A small advantage for women
Women are as likely as men to be selected for professorships when they apply and do not experience discrimination even in fields where they are very much underrepresented. This is shown in a recently published study by WZB researchers Heike Solga and Alessandra Rusconi together with Nicolai Netz (German Center for Higher Education Research and Science Studies (DZHW)). The researchers investigated whether female and male professors are prone to gender bias and prefer female or male applicants. The result: for new appointments to full professorships, highly qualified female applicants are just as likely to be invited as comparably qualified men. There is a small advantage for women among less qualified applicants, in this case women are more likely to be invited than comparably qualified men.
Recent evidence suggest that women are more likely to be appointed to professorships when they apply, which happens less often. This advantage for women may be due in part to the widely promoted gender-equality policy of having a substantial female quota in selection committees.

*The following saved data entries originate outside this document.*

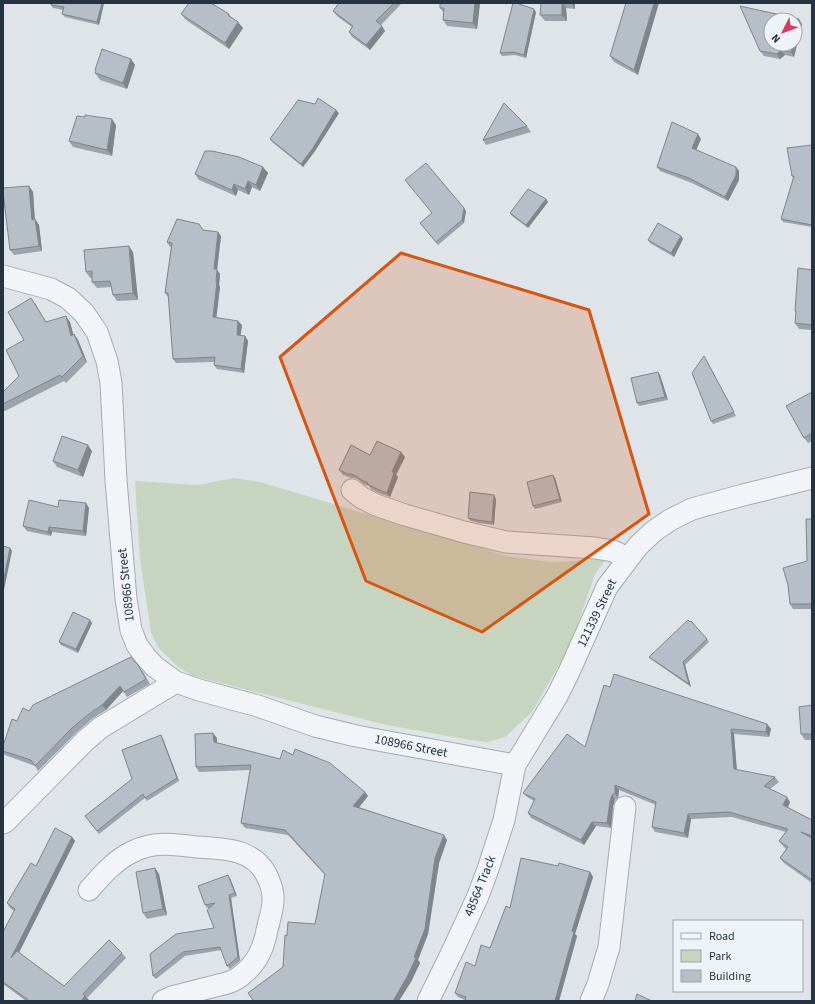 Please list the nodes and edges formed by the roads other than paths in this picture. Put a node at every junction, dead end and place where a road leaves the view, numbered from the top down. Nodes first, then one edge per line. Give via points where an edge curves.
1 (3, 276) edge
2 (812, 478) edge
3 (352, 490) dead end
4 (628, 558) junction
5 (176, 682) junction
6 (515, 765) junction
7 (625, 807) dead end
8 (3, 823) edge
9 (89, 890) dead end
10 (163, 1001) edge
11 (428, 1001) edge
12 (591, 1001) edge

1 - 5 street, 108966 Street via 50,289 68,298 84,313 97,332 111,383 116,480 131,630 145,656 155,667
2 - 4 street, 121339 Street via 692,509 654,531
3 - 4 street via 376,505 464,532 506,542 595,548 613,551
4 - 6 street, 121339 Street via 607,587 557,696
5 - 6 street, 108966 Street via 315,726
5 - 8 street via 100,728
6 - 11 street, 48564 Track via 504,820 488,869 478,896
7 - 12 street via 609,947
9 - 10 street via 116,862 145,846 165,844 233,850 255,860 263,869 271,884 273,898 265,943 259,955 243,974 227,983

To date, however, research has rarely considered whether male and female committee members evaluate applicants for professorships differently. Heike Solga, Director of the Skill Formation and Labor Markets Unit, Alessandra Rusconi, Scientific Research Coordinator of this unit, and Nicolai Netz (Head of the Junior Research Group Mobility of the Highly Skilled at the DZHW) address this research gap with a factorial survey experiment with German university professors from different fields (mathematics, physics, economics, political and social science, German studies).
In this experiment, professors were asked to evaluate the qualification of hypothetical applicants for full professorships and the likelihood of inviting these applicants for a job interview. The results show: Female applicants have a small advantage both in terms of perceived qualification and likelihood of being invited—with no differences between the male and female professors assessing them. However, this female advantage in invitation does not apply to highly qualified applicants but only to applicants with low and mediocre perceived qualifications—again, there is no difference between male and female respondents.